Hackesches Quartier [realisiert]

  • @ Backstein: Danke für die Fotos!


    Trotz einzelnen Details, die ganz nett sind bleibt die bis zu zehn (!) geschossige Bebauung für einen mittelalterlichen Stadtkern völlig maßstabslos. Die Begründung liefern Backstein in seinen wenigen Zeilen gleich mit, man sieht nicht "den alten Uniturm an der Spandauer Straße" sondern den Turm der Heilig-Geist-Kapelle (13. Jahrhundert), welche leider schon 1904 nach massiven Bürgerprotesten mit der Erweiterung um einen Fünfgeschosser völlig erdrückt wurde. Kein Wunder, daß Backstein dieses mittelalterliche Kleinod nicht bemerkt hat.


    Das Ensemble des "neuen Hackeschen Quartiers" hätte an den Alex gepaßt, sozusagen extra muros. Aber nicht an die Neue Friedrichstraße.

  • ^ Maßstabslos wäre es, sich hier an einem bis auf vereinzelte Gebäude nicht mehr vorhandenem "mittelalterlichen Stadtkern" zu orientieren. Der wird auch nicht wiederkommen, wenn man im Zentrum der deutschen Hauptstadt nur noch zweistöckig baut.


    Es ging hier darum, die Lebhaftigkeit des (früher auch so nicht vorhandenen) Hackeschen Marktes auf die bisher tote gegenüberliegende Seite der Stadtbahn zu bringen und sich dabei in den vorhandenen Kontext einzugliedern. Das kann man doch grundsätzlich als erreicht abhaken. Die Gebäude sind keinesfalls durchgehend an der Straßenfassade zehnstöckig (klingt so schön schaurig, nicht wahr?), den Altbauten an der Rosenstraße wird ein neuer Rahmen gegeben, es gibt einen gewissen Übergang von den DDR-Blöcken an der Spandauer in Richtung Spandauer Vorstadt.

  • Ich denke auch, dass die Städtebauliche Entwicklung am Hackeschen Markt einer der größten Erfolge ist, die man seit der Wende in Berlin verzeichnen kann.

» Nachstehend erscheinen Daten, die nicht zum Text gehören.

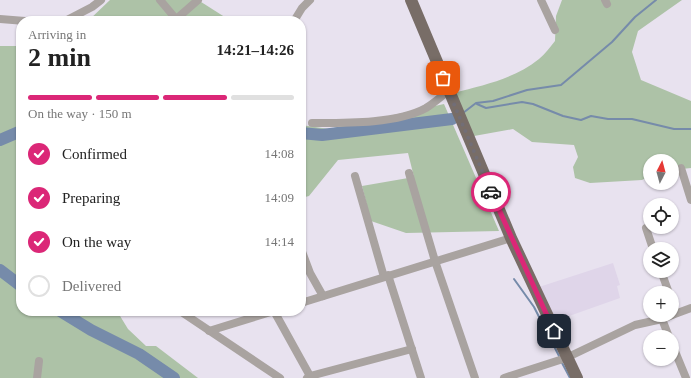 <!DOCTYPE html>
<meta charset="utf-8">
<style>
:root{--surface:#fff;--page:#f2f2f2;--text:#222;--muted:#767676;--line:#e0e0e0;--accent:#db2777}
body{margin:0;font-family:"Times New Roman",serif;background:var(--page);color:var(--text);height:100vh;display:flex;flex-direction:column;font-size:15px;white-space:nowrap}
*{box-sizing:border-box;margin:0}
p{font-size:13px;color:var(--muted)}
.icon{flex:none;width:22px;height:22px;fill:none;stroke:currentColor;stroke-width:2;stroke-linecap:round;stroke-linejoin:round}
.map{position:relative;flex:1;overflow:hidden}
.side{position:absolute;left:16px;top:16px;width:290px;height:300px;display:flex;flex-direction:column;background:var(--surface);border-radius:16px;box-shadow:0 1px 3px #0004}
.side>*{flex:none}
.needle{width:26px;rotate:6deg}
.buttons{position:absolute;left:643px;top:154px;display:grid;gap:8px}
.buttons a{display:grid;place-items:center;width:36px;height:36px;border-radius:50%;background:var(--surface);box-shadow:0 1px 3px #0004;font-size:20px}
.pin{position:absolute;display:grid;place-items:center;width:34px;height:34px;color:#fff;margin:-17px;border-radius:8px;box-shadow:0 2px 6px #0006}
.courier{position:absolute;display:grid;place-items:center;width:40px;height:40px;margin:-20px;border:3px solid #db2777;border-radius:50%;background:#fff;color:#222;box-shadow:0 1px 5px #0007}
.headline em{font-style:normal;font-weight:700}
.headline div{display:flex;flex-direction:column-reverse}
.headline{display:flex;align-items:center;justify-content:space-between;height:68px;padding:0 12px}
h1{font-size:26px;font-weight:700;line-height:30px}
.bar{display:grid;grid-template-columns:repeat(4,1fr);gap:6px 4px;align-content:center;height:48px;padding:0 12px}
.bar i{height:5px;border-radius:3px;background:var(--line)}
.bar .selected{background:var(--accent)}
.bar p{grid-column:span 4}
ol{padding:0 12px;list-style:none}
li{display:flex;align-items:center;gap:12px;height:44px}
li p{margin-inline-start:auto}
li .icon{padding:4px;border-radius:50%;background:var(--accent);color:#fff;stroke-width:4}
li:last-child{color:var(--muted)}
li i{width:22px;height:22px;border:2px solid var(--line);border-radius:50%}
.map>svg:first-child{display:block}
.built{fill:#dfd5e9}
.green{fill:#adc2a7}
.lines{fill:none;stroke-linecap:round;stroke-linejoin:round}
.stream{stroke:#768baa;stroke-width:2}
.river{stroke:#768baa;stroke-width:12}
.street{stroke:#a9a3a0;stroke-width:8}
.primary{stroke:#786d67;stroke-width:12}
.done{stroke:#726e76;stroke-width:4;stroke-dasharray:0 7.2}
.route{stroke:#db2777;stroke-width:5}
</style>
<div class="map">
<svg width="691" height="378" viewBox="0 0 691 378">
<rect width="100%" height="100%" fill="#e8e2ef"/>
<polygon class="built" points="613,263 620,285 617,286 620,298 555,321 539,287"/>
<g class="green">
<polygon points="110,0 198,0 231,21 88,21"/>
<path d="M562,0h120l-44,31 -6,21 9,28 50,21v67l-19,2v-9h-22v15l-8,4 -52,3 -15,-5 -2,-11 5,-10 -4,-12 -42,-3 -19,-13 -39,7 -20,-43c30,-8 60,-14 85,-34 6,-5 11,-12 16,-18l1,-25z"/>
<polygon points="0,46 21,46 21,311 117,311 128,329 146,346 156,346 198,378 0,378"/>
<polygon points="444,104 499,231 406,233 371,221 362,186 414,177 408,153 338,160 309,196 301,198 301,125 329,129"/>
</g>
<g class="lines">
<g class="stream">
<polyline points="477,104 486,108 522,102 533,104 563,116 581,120 591,116 608,119 632,119 674,129 691,129"/>
<polyline points="463,113 476,103 493,101 527,90 561,85 612,42 635,17 656,0"/>
<polyline points="514,279 534,307 559,356"/>
<polyline points="558,318 560,328"/>
<polyline points="561,361 570,378"/>
</g>
<g class="river">
<polyline points="301,133 322,135 452,119"/>
<polyline points="0,140 21,131"/>
<polyline points="0,270 21,286"/>
<polyline points="60,311 91,330 139,354 174,378"/>
</g>
<g class="street">
<polyline points="160,0 176,19"/>
<polyline points="541,0 555,30"/>
<polyline points="605,0 607,4"/>
<polyline points="0,19 25,21"/>
<polyline points="65,21 92,7 101,0"/>
<polyline points="174,21 198,0"/>
<polyline points="294,21 302,8 310,0"/>
<path d="M312,123c32,0 85,1 114,-15 8,-5 15,-11 22,-17"/>
<polyline points="681,168 691,200"/>
<polyline points="409,173 435,261 475,378"/>
<polyline points="355,176 384,277"/>
<polyline points="646,228 653,249"/>
<polyline points="301,249 310,273 323,296"/>
<polyline points="661,271 669,293"/>
<polyline points="388,275 421,378"/>
<polyline points="301,303 511,238"/>
<polyline points="672,303 676,313"/>
<polyline points="180,311 280,378"/>
<polyline points="274,311 310,376"/>
<polyline points="672,315 691,308"/>
<polyline points="209,331 274,311"/>
<polyline points="669,337 662,319 672,315"/>
<polyline points="672,344 686,378"/>
<polyline points="37,378 39,361"/>
<polyline points="307,378 310,376 412,349"/>
<polyline points="504,378 566,358 635,325 662,319"/>
</g>
<polyline class="primary" points="411,0 511,238 577,378"/>
</g>
<g class="lines">
<polyline class="done" points="443,78 491,192"/>
<polyline class="route" points="491,192 554,331"/>
</g>
</svg>
<div class="buttons">
<a><svg class="needle" viewBox="-14 -14 28 28"><path d="M0-13l5 13h-10z" fill="#e53935"/><path d="M0 13l5-13h-10z" fill="#767676"/></svg></a>
<a><svg class="icon" aria-label="locate" viewBox="0 0 24 24"><circle cx="12" cy="12" r="6"/><path d="M12 2v4M12 18v4M2 12h4M18 12h4"/></svg></a>
<a><svg class="icon" aria-label="layers" viewBox="0 0 24 24"><path d="M12 4l9 5-9 5-9-5zM3 14l9 5 9-5"/></svg></a>
<a>+</a>
<a>−</a>
</div>
<div class="pin" style="left:443px;top:78px;background:#ea580c"><svg class="icon" aria-label="bag" viewBox="0 0 24 24"><path d="M5 8h14l-1 12H6zM9 8a3 3 0 0 1 6 0"/></svg></div>
<div class="pin" style="left:554px;top:331px;background:#1f2937"><svg class="icon" aria-label="home" viewBox="0 0 24 24"><path d="M3 11l9-7 9 7M6 9v11h12V9"/></svg></div>
<div class="courier" style="left:491px;top:192px"><svg class="icon" aria-label="car" viewBox="0 0 24 24"><path d="M5 17H2v-5l4-1 3-4h7l3 4 3 1v5h-3M9 17h6M6 11h13"/><circle cx="7" cy="17" r="2"/><circle cx="17" cy="17" r="2"/></svg></div>
<section class="side">
<div class="headline"><div><h1>2 min</h1><p>Arriving in</p></div><em>14:21–14:26</em></div>
<div class="bar"><i class="selected"></i><i class="selected"></i><i class="selected"></i><i></i><p>On the way · 150 m</p></div>
<ol>
<li><svg class="icon" aria-label="check" viewBox="0 0 24 24"><path d="M5 12l5 5 9-10"/></svg>Confirmed<p>14:08</p></li>
<li><svg class="icon" aria-label="check" viewBox="0 0 24 24"><path d="M5 12l5 5 9-10"/></svg>Preparing<p>14:09</p></li>
<li><svg class="icon" aria-label="check" viewBox="0 0 24 24"><path d="M5 12l5 5 9-10"/></svg>On the way<p>14:14</p></li>
<li><i></i>Delivered</li>
</ol>
</section>
</div>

Ein Segen, dass man dort nicht einfach wieder die alten Strukturen hergestellt, sonder einen öffentlichen Stadtraum geschaffen hat. Dass man von städtischer Seite probiert diesen Erfolg auf die andere Seite der Bahn zu transferieren ist verständlich - und dass man sich primär nicht an abwesenden Strukturen orientiert wohl eine Selbstverständlichkeit. Ich bin nicht unbedingt besonders froh über die Überformung der Alt-Stadt in den letzten 100 Jahren (das geht eigentlich schon beim Roten Rathaus los), aber ich erkenne auch keine Nutzen in der Wiederherstellung selbiger.

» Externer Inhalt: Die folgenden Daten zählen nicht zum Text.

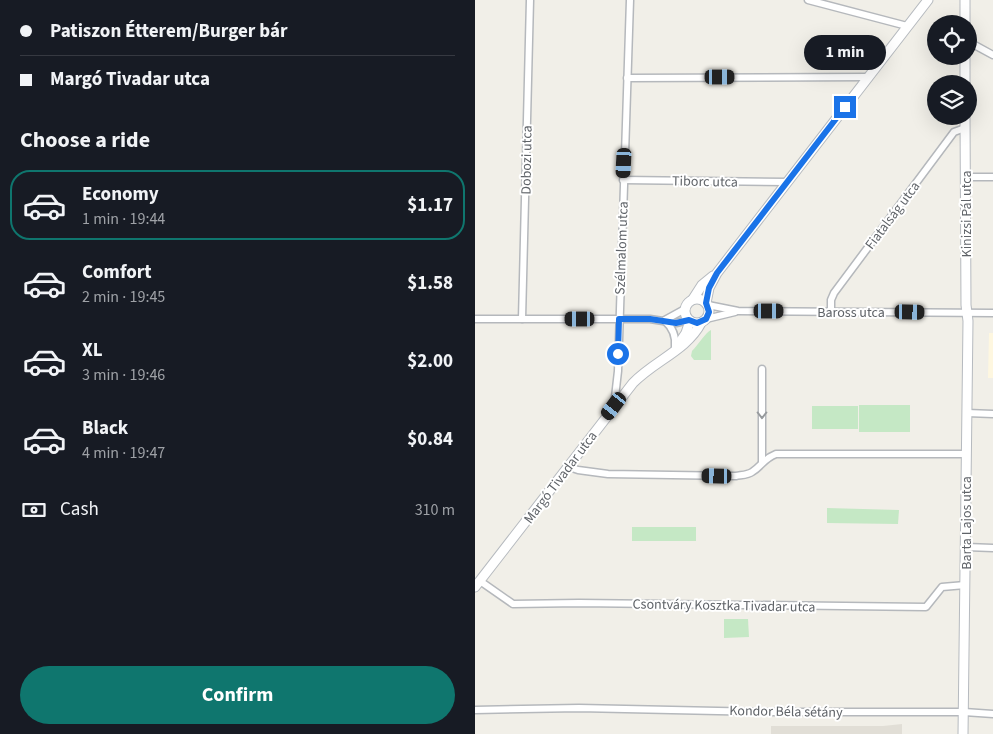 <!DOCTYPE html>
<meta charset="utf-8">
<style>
:root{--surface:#171b24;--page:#242831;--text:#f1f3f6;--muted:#9ea1a6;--line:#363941;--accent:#0f766e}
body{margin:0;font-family:"Source Sans 3",sans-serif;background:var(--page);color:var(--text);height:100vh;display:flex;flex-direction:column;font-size:19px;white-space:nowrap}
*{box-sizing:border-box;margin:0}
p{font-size:16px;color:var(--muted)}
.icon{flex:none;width:28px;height:28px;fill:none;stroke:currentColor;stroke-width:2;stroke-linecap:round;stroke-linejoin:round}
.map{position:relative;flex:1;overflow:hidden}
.panel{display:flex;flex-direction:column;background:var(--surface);width:475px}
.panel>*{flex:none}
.top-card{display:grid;align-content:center;height:110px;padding:0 20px;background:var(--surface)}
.buttons{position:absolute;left:452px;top:15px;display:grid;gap:10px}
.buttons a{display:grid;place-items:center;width:50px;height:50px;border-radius:50%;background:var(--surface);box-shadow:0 5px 20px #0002;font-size:25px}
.end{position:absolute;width:22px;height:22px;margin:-11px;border:6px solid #1a73e8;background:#fff;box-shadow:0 0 0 2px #fff}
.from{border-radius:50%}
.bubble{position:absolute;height:35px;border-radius:18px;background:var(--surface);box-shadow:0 5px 20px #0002;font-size:16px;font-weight:700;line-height:35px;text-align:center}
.car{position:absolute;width:15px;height:30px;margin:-15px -8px;border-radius:6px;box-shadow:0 0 4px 1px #0007;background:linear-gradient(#222 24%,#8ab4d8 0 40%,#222 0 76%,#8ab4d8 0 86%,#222 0)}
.top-card b{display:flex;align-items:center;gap:18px;height:48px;font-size:19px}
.top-card b+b{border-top:1px solid var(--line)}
.top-card i{width:12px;height:12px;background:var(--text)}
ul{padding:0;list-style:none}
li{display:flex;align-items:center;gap:15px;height:70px;margin:0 10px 8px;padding:0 10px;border:2px solid transparent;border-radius:20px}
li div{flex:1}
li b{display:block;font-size:19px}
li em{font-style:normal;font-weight:700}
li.current{border-color:var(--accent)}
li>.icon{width:45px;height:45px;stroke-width:1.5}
h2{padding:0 20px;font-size:22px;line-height:60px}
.pay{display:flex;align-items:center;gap:12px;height:55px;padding:0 20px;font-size:19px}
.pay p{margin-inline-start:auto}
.button{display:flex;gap:10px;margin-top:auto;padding:10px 20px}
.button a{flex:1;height:58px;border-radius:30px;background:var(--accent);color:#fff;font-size:20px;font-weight:700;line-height:58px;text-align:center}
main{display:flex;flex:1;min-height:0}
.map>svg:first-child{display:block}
.commercial{fill:#fef7e0}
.education{fill:#e1ded6}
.green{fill:#c5e8c5}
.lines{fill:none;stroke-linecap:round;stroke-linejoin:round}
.street-casing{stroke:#b5b8bc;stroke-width:9}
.secondary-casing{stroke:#b6babf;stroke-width:11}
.street{stroke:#fff;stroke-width:6}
.secondary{stroke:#fff;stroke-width:9}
.oneway{stroke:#979a9d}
.route{stroke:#1a73e8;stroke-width:6}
.labels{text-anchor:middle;stroke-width:4;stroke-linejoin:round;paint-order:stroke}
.street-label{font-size:14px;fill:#5f6368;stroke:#fff}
</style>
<main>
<section class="panel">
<div class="top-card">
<b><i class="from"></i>Patiszon Étterem/Burger bár</b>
<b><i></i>Margó Tivadar utca</b>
</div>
<h2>Choose a ride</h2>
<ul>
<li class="current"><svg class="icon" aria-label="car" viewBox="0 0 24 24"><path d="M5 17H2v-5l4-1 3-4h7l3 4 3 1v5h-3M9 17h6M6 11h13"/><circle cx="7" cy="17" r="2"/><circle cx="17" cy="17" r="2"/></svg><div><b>Economy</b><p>1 min · 19:44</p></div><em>$1.17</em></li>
<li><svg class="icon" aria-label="car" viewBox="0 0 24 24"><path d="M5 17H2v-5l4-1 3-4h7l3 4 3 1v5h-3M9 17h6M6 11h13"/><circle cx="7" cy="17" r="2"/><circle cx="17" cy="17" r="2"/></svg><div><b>Comfort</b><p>2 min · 19:45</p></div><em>$1.58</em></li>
<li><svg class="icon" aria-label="car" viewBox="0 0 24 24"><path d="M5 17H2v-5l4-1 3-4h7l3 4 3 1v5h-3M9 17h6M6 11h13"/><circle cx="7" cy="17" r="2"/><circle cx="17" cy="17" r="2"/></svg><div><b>XL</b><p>3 min · 19:46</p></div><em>$2.00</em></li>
<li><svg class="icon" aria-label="car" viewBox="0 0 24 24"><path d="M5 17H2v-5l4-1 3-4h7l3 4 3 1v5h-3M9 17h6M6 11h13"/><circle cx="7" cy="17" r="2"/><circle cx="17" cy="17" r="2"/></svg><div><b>Black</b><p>4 min · 19:47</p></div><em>$0.84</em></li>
</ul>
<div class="pay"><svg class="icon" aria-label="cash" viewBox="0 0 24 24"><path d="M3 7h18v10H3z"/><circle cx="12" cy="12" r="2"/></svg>Cash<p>310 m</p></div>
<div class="button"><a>Confirm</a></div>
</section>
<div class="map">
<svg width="518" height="734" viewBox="0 0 518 734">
<rect width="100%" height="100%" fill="#f1efe8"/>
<path class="commercial" d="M514,333H518V378H513Z"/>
<path class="education" d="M427,724V734H296V726H408Z"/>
<g class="green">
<path d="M236,330V360H219L216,356L217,351C223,345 231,332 236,330Z"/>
<rect x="384" y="405" width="51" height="27"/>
<rect x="337" y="406" width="46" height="23"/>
<path d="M352,508L424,510L423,524L352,523Z"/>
<rect x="157" y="527" width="64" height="14"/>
<path d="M249,619H273L274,637L249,638Z"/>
</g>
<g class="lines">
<defs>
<g id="street">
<path d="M333,0L432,26"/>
<path d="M494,42L518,55"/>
<path d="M152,78L394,77"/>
<path d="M491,177H518"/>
<path d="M148,180L312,182"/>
<path d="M233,305L263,311L518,313"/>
<path d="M356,311V300L359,293L479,132L490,128"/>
<path d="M0,319H175L201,323L214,320"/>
<path d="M47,319L55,0"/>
<path d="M231,319L260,312"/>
<path d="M190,320L210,309"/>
<path d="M190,321C198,328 201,337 200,347"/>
<path d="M139,406L143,371L155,0"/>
<path d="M492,413L518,414"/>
<path d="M287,462V369"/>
<path d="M94,467L103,470L133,474L261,476C266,475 273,475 277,472C287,466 288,459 301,454H491"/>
<path d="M491,547L518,548"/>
<path d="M5,581L38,604L104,603L451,607L467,587L490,585"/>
<path d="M0,710L104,708L290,712H489L518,714"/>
</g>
<g id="secondary">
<path d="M490,24V0"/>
<path d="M490,84V56"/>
<circle cx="222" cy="311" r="12"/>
<path d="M218,299L227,285L238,276"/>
<path d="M231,303L234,288L242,273L453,0"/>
<path d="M203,345L211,333L215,321"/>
<path d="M0,587L158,383C179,361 212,350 226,323"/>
<path d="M488,734L493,321L491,305L490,116"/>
</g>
</defs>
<use href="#street" class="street-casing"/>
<use href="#secondary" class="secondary-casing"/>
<use href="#street" class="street"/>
<use href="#secondary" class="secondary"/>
</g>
<defs><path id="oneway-chevron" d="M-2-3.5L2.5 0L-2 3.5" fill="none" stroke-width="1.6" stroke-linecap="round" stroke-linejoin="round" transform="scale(1.25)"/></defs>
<use class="oneway" href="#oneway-chevron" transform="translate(287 415) rotate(90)"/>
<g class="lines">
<path class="route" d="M143,354L144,319H175L201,323L214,320L222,323L231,319L234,312L231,303L234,288L242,273L370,107"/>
</g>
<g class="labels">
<g class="street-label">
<text transform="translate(51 160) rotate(-89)" y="5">Dobozi utca</text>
<text transform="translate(230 181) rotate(1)" y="5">Tiborc utca</text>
<text transform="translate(491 214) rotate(-90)" y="5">Kinizsi Pál utca</text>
<text transform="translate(417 215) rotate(-53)" y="5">Fiatalság utca</text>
<text transform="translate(146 248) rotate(-88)" y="5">Szélmalom utca</text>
<text x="376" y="317">Baross utca</text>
<text transform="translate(85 477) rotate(-53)" y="5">Margó Tivadar utca</text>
<text transform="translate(491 523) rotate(-90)" y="5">Barta Lajos utca</text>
<text transform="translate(249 605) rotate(1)" y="5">Csontváry Kosztka Tivadar utca</text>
<text transform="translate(311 711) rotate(1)" y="5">Kondor Béla sétány</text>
</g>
</g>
</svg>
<div class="buttons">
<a><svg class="icon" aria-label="locate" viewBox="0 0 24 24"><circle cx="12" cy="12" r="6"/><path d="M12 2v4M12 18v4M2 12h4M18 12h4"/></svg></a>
<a><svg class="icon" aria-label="layers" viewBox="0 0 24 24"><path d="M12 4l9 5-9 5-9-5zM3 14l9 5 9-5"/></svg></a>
</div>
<i class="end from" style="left:143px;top:354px"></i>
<i class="end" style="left:370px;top:107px"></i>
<div class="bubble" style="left:329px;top:35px;width:82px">1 min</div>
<i class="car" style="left:245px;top:77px;rotate:90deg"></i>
<i class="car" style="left:149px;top:163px;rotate:183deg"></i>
<i class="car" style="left:294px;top:311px;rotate:90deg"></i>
<i class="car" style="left:435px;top:312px;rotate:91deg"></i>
<i class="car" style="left:105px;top:319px;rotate:270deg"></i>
<i class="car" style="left:139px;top:406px;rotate:217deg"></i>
<i class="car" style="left:242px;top:476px;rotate:271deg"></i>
</div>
</main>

  • Volle Zustimmung zu DaseBLN und million. Klar kann man sich darüber streiten, ob das Ganze nicht ein wenig zu wuchtig geraten ist, aber die Architekten hatten sich an dem zu orientieren, was da ist, nicht an dem was mal da war. Also nicht an einem mittelalterlichen Stadtkern, der schon seit dem 19. Jahrhundert mehr und mehr verschwand, sondern im Wesentlichen nach wie vor an der Hauptstadtplanung der DDR, die in dieser Ecke mit der Spandauer- und der Liebknechtstraße den Maßstab vorgibt.


    Das Ergebnis ist ein Übergang von den riesigen Blöcken um den Fernsehturm zur kleinteiligeren Bebauung jenseits der S-Bahnlinie. Dieser Übergang hätte vielleicht auch ein wenig kleiner sein dürfen, in jedem Falle passen sieben bis zehn Stockwerke aber besser zur heutigen Umgebung als die zwei, die es im Mittelalter gewesen wären. Ich find das Ergebnis jedenfalls prima...:)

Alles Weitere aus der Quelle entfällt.